There's indeed a fine line between story telling and deception and besides, can't there be more to animation than storytelling?

How about Foucault's "rendre le visible visible?" (To make visible the visible.)

If each one of us is convinced that there is no room for one's own vision to exist, if we all give up on the worth of connecting with what is truly ours, then it will be no surprise if animation, like most other conditioned human activities, will continue to dumb us down. This sorry state of affairs isn't really new, what is new is the power with which it is gaining ground through the extraordinary means of distribution we have at our disposal today. Time and again, I have students who are very surprised (some are even excited) to find that their idiosyncrasies can (and do) matter, that their "little" doubts and uncertainties can be the source of renewed imagery and thoughts, that in fact, they do matter just as they are. I am convinced that the best among us did not become so by bloating themselves up, they did not acquire "special powers" or esoteric knowledge; they, to paraphrase the words of Jean-Paul Sartre, "became the men they had always been."

Mary Ellen Bute's concerns with "Seeing Sound" definitely opened other doors, Pierre Hébert's work explores other ways as well, and in Martine Chartrand's "Black Soul," one sees a huge potential for another kind of animation (please read my AWN article on those remarkable people here).

Mary Ellen Bute was attempting to make music visible, and considering the tools she had at her disposal, she was very successful at it (one wonders what she could have done today with digital tools!). She may indeed have tried to tell a story, but her story was not linear, nor was it "representational." She had to deal with "Form" in order to come close to her goal, something most animators today seem to take for granted. Unlike most of us, she did not borrow an already established language, she had to invent it at every step of the way.

Pierre Hébert is busy exploring animation in a way that to me looks like a form of worship. Like in a modern ritual in which an audience is a very important factor, not in a passive mode as in "entertainment," but more as a "sounding board" against which he, as the "high priest," bounces back and forth in order to progress in the "live" discovery of a work he does not yet know. (Very related, I feel, to "fortuitous accidents.")

Martine Chartrand struck gold (and not just in Berlin) when she began to allow her images to drift in "never never land" during the transitions from a well defined scene to the next. I see those amazingly "abstract" transitions as a source of much needed renewal, for her as well as for us, a renewal that will take place if we manage, just as she is doing it, to plug into our preverbal "mind," renewing a conscious connection with what precedes habitual consciousness: "a new beginning, a raid on the inarticulate "

Whether or not those artists will "make babies" is another story, a story to be followed...



As a footnote, I would like to say that animation used to be a horribly expensive proposition, and that because of the very high inherent costs, most animators had to depend a great deal on their source of support.

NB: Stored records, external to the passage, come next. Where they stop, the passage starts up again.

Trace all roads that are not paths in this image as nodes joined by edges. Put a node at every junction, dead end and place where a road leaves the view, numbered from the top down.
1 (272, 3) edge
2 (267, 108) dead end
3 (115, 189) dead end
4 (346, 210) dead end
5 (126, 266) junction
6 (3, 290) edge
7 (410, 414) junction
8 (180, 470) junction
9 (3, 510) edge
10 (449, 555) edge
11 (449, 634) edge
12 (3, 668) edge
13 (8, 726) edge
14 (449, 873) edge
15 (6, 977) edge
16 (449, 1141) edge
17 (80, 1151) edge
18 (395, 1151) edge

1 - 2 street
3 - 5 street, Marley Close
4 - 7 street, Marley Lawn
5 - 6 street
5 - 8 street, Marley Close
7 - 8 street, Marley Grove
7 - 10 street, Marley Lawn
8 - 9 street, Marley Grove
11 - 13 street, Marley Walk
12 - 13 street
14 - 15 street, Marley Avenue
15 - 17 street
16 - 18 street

This dependency can have a very insidious impact on what one would contemplate doing ("don't bite the hand that feeds you!").
However, with the progress of computer technology, one now has access to very decent tools capable of supporting the making of complex work for a fraction of the cost of what that type of work would have demanded a few short years ago.

The fact that a digital file can be saved, then manipulated while keeping the "original" intact (via a "save as" for example), and add to that the low cost of that digital file (compared to hard copy), w e now have the potential for a tremendous freedom, freedom to explore and experiment in ways never possible before.

Can we, will we develop the "imagination" that will do justice to this potential freedom?

Add also the easy access to the web many people now enjoy, and we have the tools needed to create truly independent and original animation, and have it viewed by many.

What remains to be seen is if we are going to be able to "think different" and create the works that will make animation truly an Art form, finally becoming "the Art it had always been."